Dabei liefert ihr der Motor jeden Grund zum Glühen, denn mit 270 PS, 350 Nm Drehmoment und einer Kraftentfaltung, die den Grat zwischen bärig und nutzbar auf den Punkt trifft, erreicht man mühelos Tempobereiche, die auf einer Landstraße schnell für ein pralles Punktekonto sorgen. Dafür ließ VW den neuen 2,0 TSI (EA888) im Regal und schärfte den aus dem Audi S3 bekannten „Alten“ nach. Ausgereift, haltbar und nun auch EU5-sauber präsentiert sich das Downsizing-Triebwerk in Topform. Homogen abgestimmt gibt es im R kein Turboloch oder andere Unsauberkeiten. Der Power-Golf bietet Druck bis zum Drehzahlbegrenzer, dem er immer wieder willig entgegenrennt. Natürlich braucht man dafür den Handgeschalteten, schließlich würde die DSG-Variante beim Erreichen der Drehzahlgrenze selbsttätig in den nächsthöheren Gang schalten. Doch es ist genau dieses bisschen Handschalter-Selbstbestimmung, das dem neuen Golf R zur Vollendung verhilft.

Der Golf R ist eine sehr gut funktionierende Fahrmaschine, er ist ein sehr gutes Langstreckenauto, er ist ein sehr gutes Familienauto – er ist ein Golf. Vielleicht der Beste, den es je gab? Zumindest der beste R, den es je gab.
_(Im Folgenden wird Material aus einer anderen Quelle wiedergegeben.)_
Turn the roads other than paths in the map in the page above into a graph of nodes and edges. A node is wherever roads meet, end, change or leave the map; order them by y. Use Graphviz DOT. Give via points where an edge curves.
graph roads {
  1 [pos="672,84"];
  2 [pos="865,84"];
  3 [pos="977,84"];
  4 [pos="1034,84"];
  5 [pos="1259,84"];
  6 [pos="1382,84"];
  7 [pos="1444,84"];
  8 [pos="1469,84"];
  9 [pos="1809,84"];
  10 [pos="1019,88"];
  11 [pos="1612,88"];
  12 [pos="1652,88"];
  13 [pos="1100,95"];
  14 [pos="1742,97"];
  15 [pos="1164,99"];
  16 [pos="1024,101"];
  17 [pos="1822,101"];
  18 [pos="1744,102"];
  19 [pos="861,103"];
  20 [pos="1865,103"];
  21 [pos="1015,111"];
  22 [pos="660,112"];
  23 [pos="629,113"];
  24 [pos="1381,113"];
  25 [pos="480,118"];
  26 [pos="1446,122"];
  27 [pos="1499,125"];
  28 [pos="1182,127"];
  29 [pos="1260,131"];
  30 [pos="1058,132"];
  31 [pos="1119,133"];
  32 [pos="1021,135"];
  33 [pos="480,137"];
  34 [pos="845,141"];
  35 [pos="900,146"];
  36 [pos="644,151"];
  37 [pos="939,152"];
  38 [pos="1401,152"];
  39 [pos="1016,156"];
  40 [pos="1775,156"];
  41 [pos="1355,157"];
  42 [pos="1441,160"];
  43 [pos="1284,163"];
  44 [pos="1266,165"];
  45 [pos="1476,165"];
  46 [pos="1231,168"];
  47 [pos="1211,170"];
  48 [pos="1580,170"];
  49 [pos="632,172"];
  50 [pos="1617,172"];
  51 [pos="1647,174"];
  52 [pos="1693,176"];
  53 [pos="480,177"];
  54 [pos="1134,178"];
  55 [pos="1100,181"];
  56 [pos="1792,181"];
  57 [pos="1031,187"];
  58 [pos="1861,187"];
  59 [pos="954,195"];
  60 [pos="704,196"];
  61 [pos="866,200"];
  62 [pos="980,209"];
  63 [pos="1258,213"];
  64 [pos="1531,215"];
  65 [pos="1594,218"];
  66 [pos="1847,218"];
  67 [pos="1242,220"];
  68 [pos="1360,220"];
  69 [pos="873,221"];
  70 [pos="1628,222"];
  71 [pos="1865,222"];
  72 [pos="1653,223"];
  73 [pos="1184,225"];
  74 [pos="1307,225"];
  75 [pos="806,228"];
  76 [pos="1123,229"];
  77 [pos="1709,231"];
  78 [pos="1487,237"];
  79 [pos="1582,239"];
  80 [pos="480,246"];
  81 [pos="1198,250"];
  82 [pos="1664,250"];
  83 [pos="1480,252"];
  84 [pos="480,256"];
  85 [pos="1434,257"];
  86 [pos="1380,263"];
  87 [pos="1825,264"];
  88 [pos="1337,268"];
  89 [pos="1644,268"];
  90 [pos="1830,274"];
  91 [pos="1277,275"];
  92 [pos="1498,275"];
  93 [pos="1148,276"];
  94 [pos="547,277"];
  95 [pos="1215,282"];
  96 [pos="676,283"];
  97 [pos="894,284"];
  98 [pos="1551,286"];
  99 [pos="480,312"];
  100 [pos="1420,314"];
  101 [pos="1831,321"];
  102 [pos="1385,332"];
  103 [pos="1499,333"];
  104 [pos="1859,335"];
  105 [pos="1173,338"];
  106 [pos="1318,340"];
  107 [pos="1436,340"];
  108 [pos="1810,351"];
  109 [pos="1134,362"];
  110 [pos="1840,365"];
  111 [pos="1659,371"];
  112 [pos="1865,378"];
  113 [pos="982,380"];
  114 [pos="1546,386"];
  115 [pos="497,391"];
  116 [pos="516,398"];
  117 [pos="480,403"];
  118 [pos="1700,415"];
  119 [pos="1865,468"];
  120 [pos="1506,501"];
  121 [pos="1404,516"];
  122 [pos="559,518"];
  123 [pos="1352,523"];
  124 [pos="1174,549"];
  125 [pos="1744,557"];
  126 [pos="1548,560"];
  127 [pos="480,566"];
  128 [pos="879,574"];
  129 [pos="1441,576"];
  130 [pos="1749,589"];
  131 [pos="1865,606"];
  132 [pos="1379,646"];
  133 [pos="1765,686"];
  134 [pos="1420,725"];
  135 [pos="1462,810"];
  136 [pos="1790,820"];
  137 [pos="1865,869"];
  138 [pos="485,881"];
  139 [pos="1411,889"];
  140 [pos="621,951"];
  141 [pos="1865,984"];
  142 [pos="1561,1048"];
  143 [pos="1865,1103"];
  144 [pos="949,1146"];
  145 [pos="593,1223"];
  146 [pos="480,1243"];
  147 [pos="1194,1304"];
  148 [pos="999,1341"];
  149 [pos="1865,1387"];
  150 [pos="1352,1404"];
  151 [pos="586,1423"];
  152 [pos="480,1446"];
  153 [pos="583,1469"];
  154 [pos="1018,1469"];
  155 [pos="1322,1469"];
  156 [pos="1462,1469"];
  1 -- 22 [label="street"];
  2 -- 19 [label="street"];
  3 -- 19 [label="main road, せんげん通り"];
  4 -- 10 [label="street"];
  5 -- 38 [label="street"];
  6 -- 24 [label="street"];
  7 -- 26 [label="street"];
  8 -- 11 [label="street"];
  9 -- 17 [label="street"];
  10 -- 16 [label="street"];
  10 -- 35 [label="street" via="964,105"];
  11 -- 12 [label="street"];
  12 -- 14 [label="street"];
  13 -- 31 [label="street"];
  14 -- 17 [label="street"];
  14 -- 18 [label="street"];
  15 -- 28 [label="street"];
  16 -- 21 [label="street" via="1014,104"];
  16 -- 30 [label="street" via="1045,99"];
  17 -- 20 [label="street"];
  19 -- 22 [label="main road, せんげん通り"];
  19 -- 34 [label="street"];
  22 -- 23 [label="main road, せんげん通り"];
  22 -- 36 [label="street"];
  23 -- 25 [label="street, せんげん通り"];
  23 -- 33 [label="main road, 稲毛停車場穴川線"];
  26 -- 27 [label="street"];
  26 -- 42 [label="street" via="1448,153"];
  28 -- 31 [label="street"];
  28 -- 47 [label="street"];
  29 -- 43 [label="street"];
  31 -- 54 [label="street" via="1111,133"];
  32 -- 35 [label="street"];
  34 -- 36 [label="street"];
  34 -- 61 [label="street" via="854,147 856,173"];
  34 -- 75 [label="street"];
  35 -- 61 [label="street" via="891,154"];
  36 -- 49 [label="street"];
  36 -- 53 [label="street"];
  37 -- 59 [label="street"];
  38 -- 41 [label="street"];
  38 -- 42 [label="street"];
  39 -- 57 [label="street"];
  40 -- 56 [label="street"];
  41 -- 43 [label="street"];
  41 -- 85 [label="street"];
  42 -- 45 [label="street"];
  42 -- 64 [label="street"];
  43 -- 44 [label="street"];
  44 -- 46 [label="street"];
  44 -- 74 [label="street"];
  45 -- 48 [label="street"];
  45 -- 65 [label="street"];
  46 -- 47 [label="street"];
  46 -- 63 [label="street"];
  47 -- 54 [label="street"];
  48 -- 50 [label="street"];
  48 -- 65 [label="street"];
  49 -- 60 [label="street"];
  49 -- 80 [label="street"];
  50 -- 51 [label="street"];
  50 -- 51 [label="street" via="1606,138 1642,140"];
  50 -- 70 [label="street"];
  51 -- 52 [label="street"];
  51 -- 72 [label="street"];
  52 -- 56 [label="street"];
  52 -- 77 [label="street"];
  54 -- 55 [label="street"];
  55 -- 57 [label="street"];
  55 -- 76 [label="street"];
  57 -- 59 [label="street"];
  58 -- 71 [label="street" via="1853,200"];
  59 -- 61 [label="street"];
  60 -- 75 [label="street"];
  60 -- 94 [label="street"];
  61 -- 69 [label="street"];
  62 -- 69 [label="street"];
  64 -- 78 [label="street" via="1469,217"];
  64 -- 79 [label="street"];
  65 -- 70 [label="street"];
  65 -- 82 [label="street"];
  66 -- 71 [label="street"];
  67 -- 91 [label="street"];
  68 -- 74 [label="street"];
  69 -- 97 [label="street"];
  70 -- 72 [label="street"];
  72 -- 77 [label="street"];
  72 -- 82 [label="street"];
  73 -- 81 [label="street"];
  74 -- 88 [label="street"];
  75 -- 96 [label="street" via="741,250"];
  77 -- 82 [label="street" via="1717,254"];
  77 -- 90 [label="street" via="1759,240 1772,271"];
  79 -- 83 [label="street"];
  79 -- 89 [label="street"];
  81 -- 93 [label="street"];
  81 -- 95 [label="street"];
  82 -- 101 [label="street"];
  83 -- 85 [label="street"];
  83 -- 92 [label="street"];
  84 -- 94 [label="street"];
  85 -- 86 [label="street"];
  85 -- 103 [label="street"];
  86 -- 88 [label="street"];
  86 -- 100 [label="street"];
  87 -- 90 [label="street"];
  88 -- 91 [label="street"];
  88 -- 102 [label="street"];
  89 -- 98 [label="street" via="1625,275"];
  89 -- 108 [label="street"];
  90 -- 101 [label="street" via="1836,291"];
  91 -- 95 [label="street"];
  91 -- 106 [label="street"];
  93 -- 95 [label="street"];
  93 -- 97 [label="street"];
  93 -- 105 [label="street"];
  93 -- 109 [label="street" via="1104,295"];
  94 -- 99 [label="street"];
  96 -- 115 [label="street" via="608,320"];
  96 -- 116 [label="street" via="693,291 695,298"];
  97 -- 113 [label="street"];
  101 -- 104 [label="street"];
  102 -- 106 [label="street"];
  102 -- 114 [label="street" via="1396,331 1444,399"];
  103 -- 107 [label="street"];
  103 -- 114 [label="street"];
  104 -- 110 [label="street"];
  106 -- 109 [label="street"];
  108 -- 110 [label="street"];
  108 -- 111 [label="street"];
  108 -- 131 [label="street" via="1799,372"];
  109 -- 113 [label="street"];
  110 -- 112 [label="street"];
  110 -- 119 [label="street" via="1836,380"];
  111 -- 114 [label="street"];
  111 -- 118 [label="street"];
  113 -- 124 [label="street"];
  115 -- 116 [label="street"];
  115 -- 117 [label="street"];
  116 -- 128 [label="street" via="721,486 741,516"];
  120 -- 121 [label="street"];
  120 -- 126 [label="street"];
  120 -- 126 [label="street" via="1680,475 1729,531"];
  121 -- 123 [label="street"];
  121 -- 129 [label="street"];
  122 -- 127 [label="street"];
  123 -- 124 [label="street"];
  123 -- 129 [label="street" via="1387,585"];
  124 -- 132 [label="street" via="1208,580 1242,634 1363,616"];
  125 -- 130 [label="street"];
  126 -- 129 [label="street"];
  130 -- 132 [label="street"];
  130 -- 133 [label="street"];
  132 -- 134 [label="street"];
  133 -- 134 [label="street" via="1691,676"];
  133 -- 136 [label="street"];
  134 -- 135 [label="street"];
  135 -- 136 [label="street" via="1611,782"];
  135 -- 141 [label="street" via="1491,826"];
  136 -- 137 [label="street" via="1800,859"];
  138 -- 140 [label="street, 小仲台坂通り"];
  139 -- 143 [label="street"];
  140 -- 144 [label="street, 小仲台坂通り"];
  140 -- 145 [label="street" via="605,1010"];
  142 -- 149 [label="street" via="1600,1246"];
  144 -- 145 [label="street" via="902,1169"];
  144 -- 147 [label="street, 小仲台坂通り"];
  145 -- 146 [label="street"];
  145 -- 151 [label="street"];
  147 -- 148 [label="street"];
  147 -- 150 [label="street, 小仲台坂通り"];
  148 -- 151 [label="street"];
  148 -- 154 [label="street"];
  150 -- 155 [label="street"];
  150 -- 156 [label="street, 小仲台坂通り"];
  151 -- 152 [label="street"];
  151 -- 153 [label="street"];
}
Ja, der Alte hatte einen besseren Klang, aber da sind wir auch schon am Ende. Der Neue kann alles besser, er ist ein fast perfektes Auto und wahrscheinlich ist genau das sein Problem. Wer liebt schon das Perfekte? Wir empfehlen deshalb den Golf R mit Schaltgetriebe, denn damit bleibt er immer noch nah an der Perfektion und lässt uns doch Raum für eigene Ideen.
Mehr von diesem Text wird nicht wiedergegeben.